To reply to a few of the posts below

AndrewDucker

> I don't want it often, but when the top comment is a tangent that then leads
> to hundreds of comments that are all about that tangent and not the link,
> then being able to minimise it would be nice

I prefer to bail out of these early. As was commented below, I potentially
miss out on good comments made in replies, but I also save a lot of time for
doings things I enjoy a lot more, like programming.

DanBC

> If a comment is bad enough to need collapsing it's likely there are going to
> be other lousy comments that need downvoting.

I collapse good comments just to get them off my screen when I'm done with
them. The extension I linked too has a [collapse whole thread] that I can
click on when reaching the last reply it will collapse everything off my
screen and automatically scroll to the right place for me.

I am very grateful for the people who do downvote low quality comments and any
children that are equally low quality. Everyone browsing how I do this
wouldn't be ideal. If I ever get the ability to downvote, I can at least
target my minor moderations to topics I particularly enjoy seeing high quality
commenting in, not every thread. That would get tiring quick. Again, I much
prefer to bail out of tangent or low quality comments quickly.

The point about excellent replies is valid, and I do wish individuals would
considering posting them more visibly (but still on topic) instead of under
troll replies, etc.

I have recently got into the habit of opening good comments by their
permalink.
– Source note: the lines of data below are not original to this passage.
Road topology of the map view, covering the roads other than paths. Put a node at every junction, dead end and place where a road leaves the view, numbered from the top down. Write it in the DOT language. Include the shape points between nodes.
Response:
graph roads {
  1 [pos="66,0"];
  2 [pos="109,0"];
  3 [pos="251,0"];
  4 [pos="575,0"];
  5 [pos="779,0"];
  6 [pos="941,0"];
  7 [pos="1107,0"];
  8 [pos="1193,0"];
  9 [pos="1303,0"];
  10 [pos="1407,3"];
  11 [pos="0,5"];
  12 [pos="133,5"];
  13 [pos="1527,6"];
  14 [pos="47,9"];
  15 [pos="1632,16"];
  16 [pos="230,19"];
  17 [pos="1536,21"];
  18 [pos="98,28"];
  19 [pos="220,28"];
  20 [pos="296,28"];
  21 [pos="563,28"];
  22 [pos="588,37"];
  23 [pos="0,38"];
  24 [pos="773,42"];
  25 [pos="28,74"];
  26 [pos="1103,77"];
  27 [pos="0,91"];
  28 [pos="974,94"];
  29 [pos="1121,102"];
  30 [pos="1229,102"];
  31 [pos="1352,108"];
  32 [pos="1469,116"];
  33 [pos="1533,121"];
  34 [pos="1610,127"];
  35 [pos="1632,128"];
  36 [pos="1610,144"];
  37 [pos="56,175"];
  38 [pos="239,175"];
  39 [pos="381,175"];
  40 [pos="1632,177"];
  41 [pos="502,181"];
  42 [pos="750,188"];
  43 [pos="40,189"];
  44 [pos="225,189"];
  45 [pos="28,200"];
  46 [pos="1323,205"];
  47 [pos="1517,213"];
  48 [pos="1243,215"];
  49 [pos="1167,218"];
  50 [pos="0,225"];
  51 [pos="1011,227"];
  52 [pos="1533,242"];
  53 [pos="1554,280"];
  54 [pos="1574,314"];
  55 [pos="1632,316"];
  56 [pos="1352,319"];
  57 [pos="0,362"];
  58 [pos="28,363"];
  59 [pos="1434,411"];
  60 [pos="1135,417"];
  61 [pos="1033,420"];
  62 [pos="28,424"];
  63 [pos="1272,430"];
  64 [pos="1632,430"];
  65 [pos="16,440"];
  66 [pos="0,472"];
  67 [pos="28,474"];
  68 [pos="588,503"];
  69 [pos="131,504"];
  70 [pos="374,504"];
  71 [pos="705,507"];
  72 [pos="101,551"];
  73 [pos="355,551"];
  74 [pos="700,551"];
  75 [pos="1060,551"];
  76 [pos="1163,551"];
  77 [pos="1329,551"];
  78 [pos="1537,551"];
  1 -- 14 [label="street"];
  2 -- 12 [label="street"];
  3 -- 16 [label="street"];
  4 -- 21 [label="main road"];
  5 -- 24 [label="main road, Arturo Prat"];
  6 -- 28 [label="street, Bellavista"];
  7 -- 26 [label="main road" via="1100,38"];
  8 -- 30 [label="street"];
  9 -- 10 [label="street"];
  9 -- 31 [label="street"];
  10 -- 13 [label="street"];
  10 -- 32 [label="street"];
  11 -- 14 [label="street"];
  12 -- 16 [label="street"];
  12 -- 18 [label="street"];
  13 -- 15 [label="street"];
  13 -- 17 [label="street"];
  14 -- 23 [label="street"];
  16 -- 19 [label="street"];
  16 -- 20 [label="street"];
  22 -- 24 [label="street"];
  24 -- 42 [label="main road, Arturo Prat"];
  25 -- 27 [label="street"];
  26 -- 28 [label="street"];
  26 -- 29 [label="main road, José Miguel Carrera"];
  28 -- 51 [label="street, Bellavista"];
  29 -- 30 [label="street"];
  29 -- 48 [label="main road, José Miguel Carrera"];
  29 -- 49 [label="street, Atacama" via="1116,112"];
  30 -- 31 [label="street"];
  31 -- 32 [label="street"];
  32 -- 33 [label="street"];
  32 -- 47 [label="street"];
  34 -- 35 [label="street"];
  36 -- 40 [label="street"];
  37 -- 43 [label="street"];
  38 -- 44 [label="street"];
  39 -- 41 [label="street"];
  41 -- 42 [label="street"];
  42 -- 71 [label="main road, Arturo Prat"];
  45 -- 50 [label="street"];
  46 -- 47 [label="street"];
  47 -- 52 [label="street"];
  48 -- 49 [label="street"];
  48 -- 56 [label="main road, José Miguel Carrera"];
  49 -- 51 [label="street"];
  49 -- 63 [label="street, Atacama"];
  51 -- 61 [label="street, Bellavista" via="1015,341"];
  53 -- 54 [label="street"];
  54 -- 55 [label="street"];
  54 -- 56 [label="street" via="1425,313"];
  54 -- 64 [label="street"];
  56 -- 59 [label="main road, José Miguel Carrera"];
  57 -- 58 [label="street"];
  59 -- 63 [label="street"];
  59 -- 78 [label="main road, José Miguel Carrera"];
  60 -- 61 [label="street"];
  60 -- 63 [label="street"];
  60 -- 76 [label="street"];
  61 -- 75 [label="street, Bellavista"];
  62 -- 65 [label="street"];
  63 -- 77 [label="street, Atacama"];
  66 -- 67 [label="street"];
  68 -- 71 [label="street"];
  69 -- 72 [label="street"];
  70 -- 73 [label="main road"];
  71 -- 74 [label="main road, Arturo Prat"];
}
I can continue going through the thread looking for good content,
and them come back and go through the good comments and replies.

[0]
[http://hckrnews.com/about.html#extensions](http://hckrnews.com/about.html#extensions)

------
AndrewDucker
I don't want it often, but when the top comment is a tangent that then leads
to hundreds of comments that are all about that tangent and not the link, then
being able to minimise it would be nice.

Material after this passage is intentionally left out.